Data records
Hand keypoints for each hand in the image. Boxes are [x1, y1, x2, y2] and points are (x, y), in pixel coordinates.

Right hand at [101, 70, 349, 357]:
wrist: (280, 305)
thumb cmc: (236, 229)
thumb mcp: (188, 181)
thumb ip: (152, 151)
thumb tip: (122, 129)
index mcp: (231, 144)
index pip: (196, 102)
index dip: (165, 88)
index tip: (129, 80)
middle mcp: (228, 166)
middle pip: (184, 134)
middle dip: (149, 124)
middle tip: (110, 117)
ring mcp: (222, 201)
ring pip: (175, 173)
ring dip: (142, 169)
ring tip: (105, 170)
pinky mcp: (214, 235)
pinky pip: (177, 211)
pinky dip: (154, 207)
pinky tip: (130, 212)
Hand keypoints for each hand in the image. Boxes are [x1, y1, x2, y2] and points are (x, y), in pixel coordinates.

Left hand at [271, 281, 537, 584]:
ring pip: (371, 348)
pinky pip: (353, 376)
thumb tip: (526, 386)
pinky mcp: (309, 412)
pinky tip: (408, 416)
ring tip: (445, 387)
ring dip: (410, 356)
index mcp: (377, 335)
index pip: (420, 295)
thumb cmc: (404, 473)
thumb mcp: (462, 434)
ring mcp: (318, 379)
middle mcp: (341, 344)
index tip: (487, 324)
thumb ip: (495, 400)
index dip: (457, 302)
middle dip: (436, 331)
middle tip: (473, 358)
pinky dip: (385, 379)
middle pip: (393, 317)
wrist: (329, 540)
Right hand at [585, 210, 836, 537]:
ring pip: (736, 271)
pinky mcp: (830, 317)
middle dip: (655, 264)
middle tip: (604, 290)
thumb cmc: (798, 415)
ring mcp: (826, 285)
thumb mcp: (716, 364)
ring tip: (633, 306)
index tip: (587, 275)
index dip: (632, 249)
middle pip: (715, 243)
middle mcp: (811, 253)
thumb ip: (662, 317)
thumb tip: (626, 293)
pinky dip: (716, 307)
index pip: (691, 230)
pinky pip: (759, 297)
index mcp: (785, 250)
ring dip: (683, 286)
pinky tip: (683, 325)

WHAT NEEDS TO BE DONE: Output nothing but the lines from the one with "thumb tip: (526, 386)" through the last line above, each exactly as it stands.

WRITTEN RESPONSE:
thumb tip: (526, 386)
pinky mcp: (309, 412)
pinky tip: (408, 416)
ring tip: (445, 387)
ring dip: (410, 356)
index mcp: (377, 335)
index pip: (420, 295)
thumb cmc: (404, 473)
thumb mcp: (462, 434)
ring mcp: (318, 379)
middle mcp: (341, 344)
index tip: (487, 324)
thumb ip: (495, 400)
index dip: (457, 302)
middle dip: (436, 331)
middle tip: (473, 358)
pinky dip: (385, 379)
middle pip: (393, 317)
wrist: (329, 540)
Right hand at [585, 210, 836, 537]:
ring pip: (736, 271)
pinky mcp: (830, 317)
middle dip: (655, 264)
middle tip: (604, 290)
thumb cmc: (798, 415)
ring mcp: (826, 285)
thumb mcp: (716, 364)
ring tip: (633, 306)
index tip: (587, 275)
index dip: (632, 249)
middle pip: (715, 243)
middle mcp: (811, 253)
thumb ip: (662, 317)
thumb tip: (626, 293)
pinky dip: (716, 307)
index pip: (691, 230)
pinky pip: (759, 297)
index mcp: (785, 250)
ring dip: (683, 286)
pinky tip: (683, 325)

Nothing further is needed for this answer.